GIVEN INFORMATION
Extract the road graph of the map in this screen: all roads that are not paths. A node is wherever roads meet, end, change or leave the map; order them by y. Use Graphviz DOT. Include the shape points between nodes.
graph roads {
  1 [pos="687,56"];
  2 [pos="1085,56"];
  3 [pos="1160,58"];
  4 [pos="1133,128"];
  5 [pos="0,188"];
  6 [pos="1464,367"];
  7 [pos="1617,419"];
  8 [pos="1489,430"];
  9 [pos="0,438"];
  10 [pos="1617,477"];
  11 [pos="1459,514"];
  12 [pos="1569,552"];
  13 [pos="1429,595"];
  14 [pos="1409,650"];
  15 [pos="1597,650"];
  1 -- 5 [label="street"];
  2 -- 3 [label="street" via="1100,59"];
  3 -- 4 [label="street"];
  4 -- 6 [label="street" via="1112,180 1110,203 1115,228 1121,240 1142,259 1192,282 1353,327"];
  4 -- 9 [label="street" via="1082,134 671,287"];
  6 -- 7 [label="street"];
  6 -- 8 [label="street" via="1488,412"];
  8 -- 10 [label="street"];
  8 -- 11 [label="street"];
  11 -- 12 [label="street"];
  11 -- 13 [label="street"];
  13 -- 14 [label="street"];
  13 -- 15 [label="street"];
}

TASK DESCRIPTION
Write the entire listing out again, word for word.

WRITTEN SOLUTION
Extract the road graph of the map in this screen: all roads that are not paths. A node is wherever roads meet, end, change or leave the map; order them by y. Use Graphviz DOT. Include the shape points between nodes.
graph roads {
  1 [pos="687,56"];
  2 [pos="1085,56"];
  3 [pos="1160,58"];
  4 [pos="1133,128"];
  5 [pos="0,188"];
  6 [pos="1464,367"];
  7 [pos="1617,419"];
  8 [pos="1489,430"];
  9 [pos="0,438"];
  10 [pos="1617,477"];
  11 [pos="1459,514"];
  12 [pos="1569,552"];
  13 [pos="1429,595"];
  14 [pos="1409,650"];
  15 [pos="1597,650"];
  1 -- 5 [label="street"];
  2 -- 3 [label="street" via="1100,59"];
  3 -- 4 [label="street"];
  4 -- 6 [label="street" via="1112,180 1110,203 1115,228 1121,240 1142,259 1192,282 1353,327"];
  4 -- 9 [label="street" via="1082,134 671,287"];
  6 -- 7 [label="street"];
  6 -- 8 [label="street" via="1488,412"];
  8 -- 10 [label="street"];
  8 -- 11 [label="street"];
  11 -- 12 [label="street"];
  11 -- 13 [label="street"];
  13 -- 14 [label="street"];
  13 -- 15 [label="street"];
}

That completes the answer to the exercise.